DATA EXCERPTS Block Start

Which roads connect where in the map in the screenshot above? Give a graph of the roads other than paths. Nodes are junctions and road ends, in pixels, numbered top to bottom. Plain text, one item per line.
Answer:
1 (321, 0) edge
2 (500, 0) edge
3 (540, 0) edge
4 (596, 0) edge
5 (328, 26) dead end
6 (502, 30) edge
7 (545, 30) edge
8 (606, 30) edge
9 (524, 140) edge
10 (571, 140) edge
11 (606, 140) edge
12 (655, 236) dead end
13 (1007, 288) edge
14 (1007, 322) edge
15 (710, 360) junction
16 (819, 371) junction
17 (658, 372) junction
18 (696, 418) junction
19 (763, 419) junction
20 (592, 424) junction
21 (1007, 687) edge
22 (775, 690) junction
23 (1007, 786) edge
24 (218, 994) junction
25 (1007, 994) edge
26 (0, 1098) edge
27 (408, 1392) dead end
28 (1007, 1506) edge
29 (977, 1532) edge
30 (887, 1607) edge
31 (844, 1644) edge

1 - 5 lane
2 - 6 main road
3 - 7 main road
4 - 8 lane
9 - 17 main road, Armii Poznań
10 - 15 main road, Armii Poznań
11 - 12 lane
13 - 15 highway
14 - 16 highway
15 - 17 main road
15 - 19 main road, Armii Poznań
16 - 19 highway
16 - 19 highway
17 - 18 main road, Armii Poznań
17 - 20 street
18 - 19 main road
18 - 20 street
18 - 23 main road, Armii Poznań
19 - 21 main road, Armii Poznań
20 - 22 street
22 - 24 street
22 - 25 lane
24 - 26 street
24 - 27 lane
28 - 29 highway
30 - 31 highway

DATA EXCERPTS Block End

> **INSTRUCTIONS FOR THE TASK**
Above are the records; retype every one exactly.

> **EXERCISE RESPONSE**
Which roads connect where in the map in the screenshot above? Give a graph of the roads other than paths. Nodes are junctions and road ends, in pixels, numbered top to bottom. Plain text, one item per line.
Answer:
1 (321, 0) edge
2 (500, 0) edge
3 (540, 0) edge
4 (596, 0) edge
5 (328, 26) dead end
6 (502, 30) edge
7 (545, 30) edge
8 (606, 30) edge
9 (524, 140) edge
10 (571, 140) edge
11 (606, 140) edge
12 (655, 236) dead end
13 (1007, 288) edge
14 (1007, 322) edge
15 (710, 360) junction
16 (819, 371) junction
17 (658, 372) junction
18 (696, 418) junction
19 (763, 419) junction
20 (592, 424) junction
21 (1007, 687) edge
22 (775, 690) junction
23 (1007, 786) edge
24 (218, 994) junction
25 (1007, 994) edge
26 (0, 1098) edge
27 (408, 1392) dead end
28 (1007, 1506) edge
29 (977, 1532) edge
30 (887, 1607) edge
31 (844, 1644) edge

1 - 5 lane
2 - 6 main road
3 - 7 main road
4 - 8 lane
9 - 17 main road, Armii Poznań
10 - 15 main road, Armii Poznań
11 - 12 lane
13 - 15 highway
14 - 16 highway
15 - 17 main road
15 - 19 main road, Armii Poznań
16 - 19 highway
16 - 19 highway
17 - 18 main road, Armii Poznań
17 - 20 street
18 - 19 main road
18 - 20 street
18 - 23 main road, Armii Poznań
19 - 21 main road, Armii Poznań
20 - 22 street
22 - 24 street
22 - 25 lane
24 - 26 street
24 - 27 lane
28 - 29 highway
30 - 31 highway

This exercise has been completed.